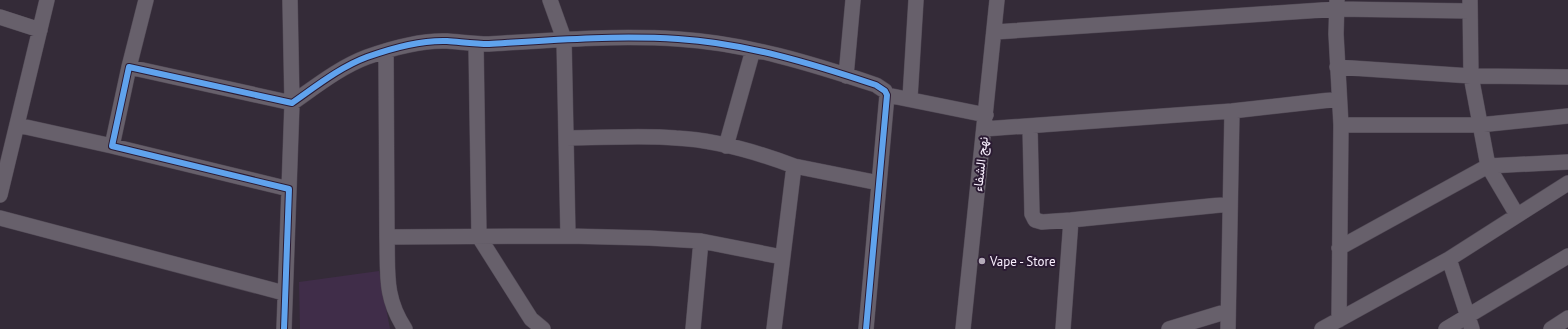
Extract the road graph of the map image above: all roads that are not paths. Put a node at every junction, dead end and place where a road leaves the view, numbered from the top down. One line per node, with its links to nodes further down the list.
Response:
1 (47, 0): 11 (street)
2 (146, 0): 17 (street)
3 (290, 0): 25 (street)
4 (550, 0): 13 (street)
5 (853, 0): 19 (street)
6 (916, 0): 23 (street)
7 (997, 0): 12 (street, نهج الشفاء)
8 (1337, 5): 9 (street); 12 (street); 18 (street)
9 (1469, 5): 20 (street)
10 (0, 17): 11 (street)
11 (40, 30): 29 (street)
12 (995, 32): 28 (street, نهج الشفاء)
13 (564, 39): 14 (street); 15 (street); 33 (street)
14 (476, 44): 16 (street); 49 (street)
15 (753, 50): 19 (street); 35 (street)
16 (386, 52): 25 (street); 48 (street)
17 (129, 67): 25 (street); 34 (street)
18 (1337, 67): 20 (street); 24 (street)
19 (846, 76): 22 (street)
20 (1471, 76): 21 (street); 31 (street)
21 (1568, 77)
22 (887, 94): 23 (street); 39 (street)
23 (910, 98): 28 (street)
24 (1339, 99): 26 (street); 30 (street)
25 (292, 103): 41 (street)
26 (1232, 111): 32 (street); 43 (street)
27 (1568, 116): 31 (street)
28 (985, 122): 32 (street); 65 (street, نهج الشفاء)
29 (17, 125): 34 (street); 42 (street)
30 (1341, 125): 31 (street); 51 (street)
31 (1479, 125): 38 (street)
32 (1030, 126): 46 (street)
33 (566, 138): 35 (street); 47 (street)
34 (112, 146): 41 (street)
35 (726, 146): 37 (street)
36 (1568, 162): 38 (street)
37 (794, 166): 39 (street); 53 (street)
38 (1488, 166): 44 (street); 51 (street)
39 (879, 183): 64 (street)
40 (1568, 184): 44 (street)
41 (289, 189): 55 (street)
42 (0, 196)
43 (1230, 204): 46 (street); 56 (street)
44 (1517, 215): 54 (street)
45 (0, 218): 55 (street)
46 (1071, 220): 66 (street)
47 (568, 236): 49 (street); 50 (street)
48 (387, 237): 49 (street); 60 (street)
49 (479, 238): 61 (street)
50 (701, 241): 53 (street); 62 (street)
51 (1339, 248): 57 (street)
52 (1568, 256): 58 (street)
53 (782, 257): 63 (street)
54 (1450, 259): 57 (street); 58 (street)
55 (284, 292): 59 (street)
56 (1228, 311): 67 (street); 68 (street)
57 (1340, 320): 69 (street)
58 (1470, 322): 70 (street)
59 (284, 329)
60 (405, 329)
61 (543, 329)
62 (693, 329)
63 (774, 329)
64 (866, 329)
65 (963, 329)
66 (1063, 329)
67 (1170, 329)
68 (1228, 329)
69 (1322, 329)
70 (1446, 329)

**Task requirements**. Print the listing again exactly as it appears, except for the pictures, which stay out.

**Result below**.
Extract the road graph of the map image above: all roads that are not paths. Put a node at every junction, dead end and place where a road leaves the view, numbered from the top down. One line per node, with its links to nodes further down the list.
Response:
1 (47, 0): 11 (street)
2 (146, 0): 17 (street)
3 (290, 0): 25 (street)
4 (550, 0): 13 (street)
5 (853, 0): 19 (street)
6 (916, 0): 23 (street)
7 (997, 0): 12 (street, نهج الشفاء)
8 (1337, 5): 9 (street); 12 (street); 18 (street)
9 (1469, 5): 20 (street)
10 (0, 17): 11 (street)
11 (40, 30): 29 (street)
12 (995, 32): 28 (street, نهج الشفاء)
13 (564, 39): 14 (street); 15 (street); 33 (street)
14 (476, 44): 16 (street); 49 (street)
15 (753, 50): 19 (street); 35 (street)
16 (386, 52): 25 (street); 48 (street)
17 (129, 67): 25 (street); 34 (street)
18 (1337, 67): 20 (street); 24 (street)
19 (846, 76): 22 (street)
20 (1471, 76): 21 (street); 31 (street)
21 (1568, 77)
22 (887, 94): 23 (street); 39 (street)
23 (910, 98): 28 (street)
24 (1339, 99): 26 (street); 30 (street)
25 (292, 103): 41 (street)
26 (1232, 111): 32 (street); 43 (street)
27 (1568, 116): 31 (street)
28 (985, 122): 32 (street); 65 (street, نهج الشفاء)
29 (17, 125): 34 (street); 42 (street)
30 (1341, 125): 31 (street); 51 (street)
31 (1479, 125): 38 (street)
32 (1030, 126): 46 (street)
33 (566, 138): 35 (street); 47 (street)
34 (112, 146): 41 (street)
35 (726, 146): 37 (street)
36 (1568, 162): 38 (street)
37 (794, 166): 39 (street); 53 (street)
38 (1488, 166): 44 (street); 51 (street)
39 (879, 183): 64 (street)
40 (1568, 184): 44 (street)
41 (289, 189): 55 (street)
42 (0, 196)
43 (1230, 204): 46 (street); 56 (street)
44 (1517, 215): 54 (street)
45 (0, 218): 55 (street)
46 (1071, 220): 66 (street)
47 (568, 236): 49 (street); 50 (street)
48 (387, 237): 49 (street); 60 (street)
49 (479, 238): 61 (street)
50 (701, 241): 53 (street); 62 (street)
51 (1339, 248): 57 (street)
52 (1568, 256): 58 (street)
53 (782, 257): 63 (street)
54 (1450, 259): 57 (street); 58 (street)
55 (284, 292): 59 (street)
56 (1228, 311): 67 (street); 68 (street)
57 (1340, 320): 69 (street)
58 (1470, 322): 70 (street)
59 (284, 329)
60 (405, 329)
61 (543, 329)
62 (693, 329)
63 (774, 329)
64 (866, 329)
65 (963, 329)
66 (1063, 329)
67 (1170, 329)
68 (1228, 329)
69 (1322, 329)
70 (1446, 329)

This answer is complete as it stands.